> _EXERCISE DESCRIPTION_:
An identical copy of all records below is to be written out.

RECORDS FOR THIS EXERCISE section start

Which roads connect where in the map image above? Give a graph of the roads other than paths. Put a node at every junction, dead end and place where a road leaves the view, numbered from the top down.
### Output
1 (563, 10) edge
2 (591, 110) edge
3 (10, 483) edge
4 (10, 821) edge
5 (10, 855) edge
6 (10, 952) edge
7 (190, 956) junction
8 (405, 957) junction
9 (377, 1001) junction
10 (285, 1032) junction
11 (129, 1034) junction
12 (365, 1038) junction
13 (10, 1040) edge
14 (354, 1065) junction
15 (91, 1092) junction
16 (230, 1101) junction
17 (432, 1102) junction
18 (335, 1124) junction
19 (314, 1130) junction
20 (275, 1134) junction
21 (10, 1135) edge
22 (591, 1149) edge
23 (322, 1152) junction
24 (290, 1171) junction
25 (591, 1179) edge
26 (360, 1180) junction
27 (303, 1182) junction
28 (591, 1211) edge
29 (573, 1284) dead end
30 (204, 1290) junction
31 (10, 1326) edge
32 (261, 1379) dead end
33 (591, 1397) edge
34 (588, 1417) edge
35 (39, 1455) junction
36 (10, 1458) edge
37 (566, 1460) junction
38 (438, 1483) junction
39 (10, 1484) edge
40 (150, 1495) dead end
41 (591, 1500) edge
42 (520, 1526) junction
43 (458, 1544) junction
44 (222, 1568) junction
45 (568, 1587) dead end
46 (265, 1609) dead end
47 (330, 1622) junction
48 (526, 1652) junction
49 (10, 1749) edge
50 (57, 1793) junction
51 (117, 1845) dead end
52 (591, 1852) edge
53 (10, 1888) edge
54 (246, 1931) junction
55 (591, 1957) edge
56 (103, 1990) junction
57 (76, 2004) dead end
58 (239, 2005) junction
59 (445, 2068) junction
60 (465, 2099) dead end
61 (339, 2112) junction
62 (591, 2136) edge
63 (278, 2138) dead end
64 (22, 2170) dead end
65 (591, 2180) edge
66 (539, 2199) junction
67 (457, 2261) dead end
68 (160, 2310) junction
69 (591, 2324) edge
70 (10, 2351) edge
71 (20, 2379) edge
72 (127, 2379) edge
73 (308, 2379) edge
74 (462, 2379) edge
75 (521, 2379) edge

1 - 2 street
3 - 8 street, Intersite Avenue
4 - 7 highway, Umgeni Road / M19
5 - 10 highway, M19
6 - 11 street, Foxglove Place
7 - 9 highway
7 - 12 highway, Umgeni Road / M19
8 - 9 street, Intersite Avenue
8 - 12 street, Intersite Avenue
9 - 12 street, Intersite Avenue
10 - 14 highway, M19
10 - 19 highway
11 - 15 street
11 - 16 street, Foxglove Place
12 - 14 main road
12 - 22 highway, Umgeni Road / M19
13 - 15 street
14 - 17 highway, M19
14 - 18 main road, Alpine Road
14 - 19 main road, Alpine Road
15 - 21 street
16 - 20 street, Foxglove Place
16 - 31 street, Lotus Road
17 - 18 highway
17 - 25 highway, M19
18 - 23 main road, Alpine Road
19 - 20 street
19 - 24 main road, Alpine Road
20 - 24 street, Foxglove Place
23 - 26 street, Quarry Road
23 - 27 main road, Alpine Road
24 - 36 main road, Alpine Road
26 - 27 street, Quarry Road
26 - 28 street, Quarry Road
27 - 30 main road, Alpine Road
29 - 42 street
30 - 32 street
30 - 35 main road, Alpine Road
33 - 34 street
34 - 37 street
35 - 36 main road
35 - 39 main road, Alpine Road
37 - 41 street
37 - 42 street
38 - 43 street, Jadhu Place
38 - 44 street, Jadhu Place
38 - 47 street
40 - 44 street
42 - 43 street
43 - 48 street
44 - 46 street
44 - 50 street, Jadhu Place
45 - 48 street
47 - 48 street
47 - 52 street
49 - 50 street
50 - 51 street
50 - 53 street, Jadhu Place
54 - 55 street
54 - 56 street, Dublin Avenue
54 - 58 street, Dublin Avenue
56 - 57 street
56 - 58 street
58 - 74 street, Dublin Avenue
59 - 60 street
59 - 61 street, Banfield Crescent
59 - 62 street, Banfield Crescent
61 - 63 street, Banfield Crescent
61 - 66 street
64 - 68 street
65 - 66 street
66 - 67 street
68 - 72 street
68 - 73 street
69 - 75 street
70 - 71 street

RECORDS FOR THIS EXERCISE section end

> _EXERCISE ANSWER_:
Which roads connect where in the map image above? Give a graph of the roads other than paths. Put a node at every junction, dead end and place where a road leaves the view, numbered from the top down.
### Output
1 (563, 10) edge
2 (591, 110) edge
3 (10, 483) edge
4 (10, 821) edge
5 (10, 855) edge
6 (10, 952) edge
7 (190, 956) junction
8 (405, 957) junction
9 (377, 1001) junction
10 (285, 1032) junction
11 (129, 1034) junction
12 (365, 1038) junction
13 (10, 1040) edge
14 (354, 1065) junction
15 (91, 1092) junction
16 (230, 1101) junction
17 (432, 1102) junction
18 (335, 1124) junction
19 (314, 1130) junction
20 (275, 1134) junction
21 (10, 1135) edge
22 (591, 1149) edge
23 (322, 1152) junction
24 (290, 1171) junction
25 (591, 1179) edge
26 (360, 1180) junction
27 (303, 1182) junction
28 (591, 1211) edge
29 (573, 1284) dead end
30 (204, 1290) junction
31 (10, 1326) edge
32 (261, 1379) dead end
33 (591, 1397) edge
34 (588, 1417) edge
35 (39, 1455) junction
36 (10, 1458) edge
37 (566, 1460) junction
38 (438, 1483) junction
39 (10, 1484) edge
40 (150, 1495) dead end
41 (591, 1500) edge
42 (520, 1526) junction
43 (458, 1544) junction
44 (222, 1568) junction
45 (568, 1587) dead end
46 (265, 1609) dead end
47 (330, 1622) junction
48 (526, 1652) junction
49 (10, 1749) edge
50 (57, 1793) junction
51 (117, 1845) dead end
52 (591, 1852) edge
53 (10, 1888) edge
54 (246, 1931) junction
55 (591, 1957) edge
56 (103, 1990) junction
57 (76, 2004) dead end
58 (239, 2005) junction
59 (445, 2068) junction
60 (465, 2099) dead end
61 (339, 2112) junction
62 (591, 2136) edge
63 (278, 2138) dead end
64 (22, 2170) dead end
65 (591, 2180) edge
66 (539, 2199) junction
67 (457, 2261) dead end
68 (160, 2310) junction
69 (591, 2324) edge
70 (10, 2351) edge
71 (20, 2379) edge
72 (127, 2379) edge
73 (308, 2379) edge
74 (462, 2379) edge
75 (521, 2379) edge

1 - 2 street
3 - 8 street, Intersite Avenue
4 - 7 highway, Umgeni Road / M19
5 - 10 highway, M19
6 - 11 street, Foxglove Place
7 - 9 highway
7 - 12 highway, Umgeni Road / M19
8 - 9 street, Intersite Avenue
8 - 12 street, Intersite Avenue
9 - 12 street, Intersite Avenue
10 - 14 highway, M19
10 - 19 highway
11 - 15 street
11 - 16 street, Foxglove Place
12 - 14 main road
12 - 22 highway, Umgeni Road / M19
13 - 15 street
14 - 17 highway, M19
14 - 18 main road, Alpine Road
14 - 19 main road, Alpine Road
15 - 21 street
16 - 20 street, Foxglove Place
16 - 31 street, Lotus Road
17 - 18 highway
17 - 25 highway, M19
18 - 23 main road, Alpine Road
19 - 20 street
19 - 24 main road, Alpine Road
20 - 24 street, Foxglove Place
23 - 26 street, Quarry Road
23 - 27 main road, Alpine Road
24 - 36 main road, Alpine Road
26 - 27 street, Quarry Road
26 - 28 street, Quarry Road
27 - 30 main road, Alpine Road
29 - 42 street
30 - 32 street
30 - 35 main road, Alpine Road
33 - 34 street
34 - 37 street
35 - 36 main road
35 - 39 main road, Alpine Road
37 - 41 street
37 - 42 street
38 - 43 street, Jadhu Place
38 - 44 street, Jadhu Place
38 - 47 street
40 - 44 street
42 - 43 street
43 - 48 street
44 - 46 street
44 - 50 street, Jadhu Place
45 - 48 street
47 - 48 street
47 - 52 street
49 - 50 street
50 - 51 street
50 - 53 street, Jadhu Place
54 - 55 street
54 - 56 street, Dublin Avenue
54 - 58 street, Dublin Avenue
56 - 57 street
56 - 58 street
58 - 74 street, Dublin Avenue
59 - 60 street
59 - 61 street, Banfield Crescent
59 - 62 street, Banfield Crescent
61 - 63 street, Banfield Crescent
61 - 66 street
64 - 68 street
65 - 66 street
66 - 67 street
68 - 72 street
68 - 73 street
69 - 75 street
70 - 71 street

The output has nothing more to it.